Mutuionline, famiglie italiane continuano a puntare sul mattone

·2 minuto per la lettura
Mutuionline, famiglie italiane continuano a puntare sul mattone
Mutuionline, famiglie italiane continuano a puntare sul mattone

Roma, 19 nov. (Labitalia) – Le famiglie italiane continuano a puntare sul mattone: senza se e senza ma, probabilmente anche alla ricerca di punti fermi rispetto alle tante variabili che caratterizzano l’attuale contesto, dalla pandemia al futuro assetto politico degli Stati Uniti d’America. Di riflesso ci si rifugia in quello che gli italiani hanno sempre considerato il porto sicuro per antonomasia: la casa.

Secondo l’osservatorio mutui di MutuiOnline.it, nel quarto trimestre a ottobre le richieste di mutui che hanno avuto come finalità l’acquisto della prima casa hanno raggiunto i massimi dal terzo trimestre dello scorso anno, al 47,4% del totale dal 45,1% dei tre mesi precedenti. A riprova della vivacità del mercato immobiliare c’è anche la stabilità delle domande di finanziamento per l’acquisto della seconda casa, seppure in lieve assestamento al 5,6% rispetto al 6,3% del trimestre precedente.

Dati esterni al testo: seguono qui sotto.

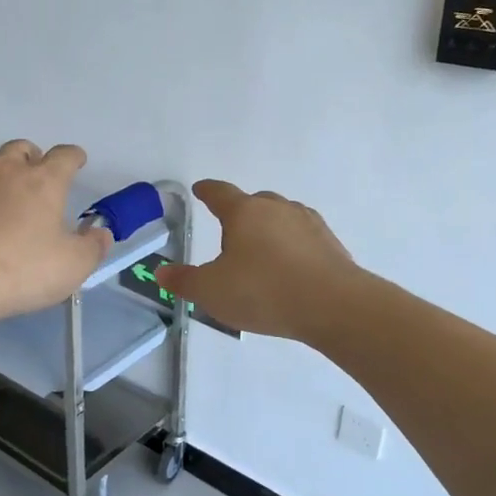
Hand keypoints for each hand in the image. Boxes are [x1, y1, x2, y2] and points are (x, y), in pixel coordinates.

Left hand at [0, 140, 110, 328]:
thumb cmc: (22, 269)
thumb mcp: (73, 266)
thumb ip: (92, 247)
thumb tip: (101, 233)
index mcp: (43, 181)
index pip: (64, 156)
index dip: (74, 156)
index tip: (78, 160)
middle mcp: (5, 172)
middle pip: (20, 148)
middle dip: (32, 156)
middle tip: (37, 172)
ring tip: (1, 184)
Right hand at [155, 181, 360, 339]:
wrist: (334, 306)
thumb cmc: (263, 292)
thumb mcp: (211, 291)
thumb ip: (184, 281)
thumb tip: (161, 273)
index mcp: (244, 212)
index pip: (220, 193)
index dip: (207, 191)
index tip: (200, 189)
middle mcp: (277, 209)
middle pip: (255, 202)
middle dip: (241, 211)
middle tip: (231, 229)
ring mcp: (308, 223)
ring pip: (282, 217)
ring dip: (270, 228)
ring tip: (261, 251)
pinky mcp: (331, 244)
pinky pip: (304, 237)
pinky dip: (293, 246)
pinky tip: (290, 267)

Il trimestre è stato caratterizzato da un ulteriore allungamento del periodo di ammortamento. Quasi il 60% delle richieste è coperto da mutui a 16-20 anni (quota salita al 30,3% dal 30,1%) e a 26-30 anni (al 27,3% dal 26,5%). Il trend è più evidente se si osserva il grafico annuale: la fascia a 16-20 anni copre il 38% (37,6% nel 2019) e quella a 26-30 anni il 21,1% (18,9%). Su questa tendenza pesano due fattori. Il primo è l’incerto impatto che può avere la crisi sul reddito. Il secondo è la possibilità per gli stessi mutuatari di gravare meno sul bilancio familiare ricorrendo alle rate più basse ottenibili con l’allungamento delle durate.

D’altronde le prospettive del credito, anche alla luce delle rassicurazioni giunte dalla Bce, restano favorevoli. I saggi di riferimento per i tassi che vengono applicati ai mutui continuano ad aggiornare i minimi storici. In ottobre l'euribor a un mese è passato a -0,54% (-0,52%) e quello a tre mesi a -0,51% (-0,49%), a fronte di una media annuale rispettivamente di -0,49% e -0,41%. Stesso scenario per l'eurirs, parametro di riferimento per i mutui a tasso fisso, richiesti quasi all’unanimità dagli italiani (al 96,1% nel trimestre a ottobre), che lo scorso mese si è portato a -0,24% per il dieci anni (-0,20%), a 0,01% per il 20 anni (0,04%) e a -0,01% (0,01%) per il 30 anni.

La voglia di 'casa' degli italiani traspare anche dall’aumento registrato nel trimestre a ottobre dall’importo medio richiesto per i mutui, salito dell’1,9% a 134.574 euro.

Dal tonfo accusato durante il picco dell’emergenza sanitaria l’importo medio è risalito del 2,62%, riavvicinando così la media registrata nell’intero 2019: nei confronti della quale è in ritardo dell’1% a 132.155 euro.